Mais, il faut bien l'admettre, défendre l'Union en révélant en quoi l'action des états-membres nuit à l'intérêt des européens (ce qui est particulièrement frappant, par exemple, dans la gestion de la PAC et de la Pêche) implique tout d'abord de mener des enquêtes et pas seulement des interviews. De dialoguer avec les personnes qui font l'Europe et pas simplement de répondre aux invitations de celles qui font profession d'en exposer le profil qui serve le mieux l'intérêt de leur maître du moment. C'est aride, c'est ingrat. Est-ce pour autant du journalisme ? Par définition, ça ne permet pas d'en obtenir la carte.
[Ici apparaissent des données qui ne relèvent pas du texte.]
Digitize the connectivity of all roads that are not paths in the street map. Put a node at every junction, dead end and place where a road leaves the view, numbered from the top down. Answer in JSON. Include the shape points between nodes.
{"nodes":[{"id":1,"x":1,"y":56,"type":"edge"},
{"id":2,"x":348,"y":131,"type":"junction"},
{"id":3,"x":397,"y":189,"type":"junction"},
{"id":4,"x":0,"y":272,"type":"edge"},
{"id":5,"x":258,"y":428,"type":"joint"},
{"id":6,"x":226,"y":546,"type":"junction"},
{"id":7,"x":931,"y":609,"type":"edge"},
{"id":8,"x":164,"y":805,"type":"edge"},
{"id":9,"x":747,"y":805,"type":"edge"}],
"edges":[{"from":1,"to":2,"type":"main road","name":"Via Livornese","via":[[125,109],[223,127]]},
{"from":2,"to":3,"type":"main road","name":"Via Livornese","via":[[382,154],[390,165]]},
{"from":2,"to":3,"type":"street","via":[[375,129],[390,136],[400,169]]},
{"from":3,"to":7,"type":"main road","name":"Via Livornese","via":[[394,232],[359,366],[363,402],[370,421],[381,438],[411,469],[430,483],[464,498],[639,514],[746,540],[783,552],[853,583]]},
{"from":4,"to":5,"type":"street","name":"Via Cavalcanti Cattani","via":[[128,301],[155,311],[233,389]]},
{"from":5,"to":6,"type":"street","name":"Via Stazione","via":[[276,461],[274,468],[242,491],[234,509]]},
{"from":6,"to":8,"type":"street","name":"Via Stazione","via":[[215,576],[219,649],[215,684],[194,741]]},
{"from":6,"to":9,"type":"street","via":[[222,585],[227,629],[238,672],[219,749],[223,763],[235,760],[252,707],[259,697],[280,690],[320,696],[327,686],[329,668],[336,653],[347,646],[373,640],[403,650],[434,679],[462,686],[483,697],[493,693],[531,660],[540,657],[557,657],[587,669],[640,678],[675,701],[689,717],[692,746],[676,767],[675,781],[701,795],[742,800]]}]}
Mais est-ce utile ? Certainement, répondra tout défenseur de la cause européenne.
Hum... Pauvre Europe et méchants états.
Abandonnons l'Europe, laissons ceux qui veulent protéger leurs sols (Espagne, Hongrie si j'en crois l'article) les protéger, laissons ceux qui ne veulent rien faire (Allemagne, UK, France) ne rien faire, et on en reparle dans 15 ans.
Quel est l'intérêt de vouloir faire à 27 ? Pourquoi ne pas laisser aussi jouer la concurrence entre états et réglementations. Est-il vital de légiférer dans tous les domaines pour 450 millions d'habitants ?
N'est-il pas plus efficace, dynamique, utile, de laisser les états les plus avancés faire ce qu'ils ont envie de faire sans forcer ceux qui peuvent avoir d'autres problèmes (parfois légitimes) s'occuper de leurs priorités.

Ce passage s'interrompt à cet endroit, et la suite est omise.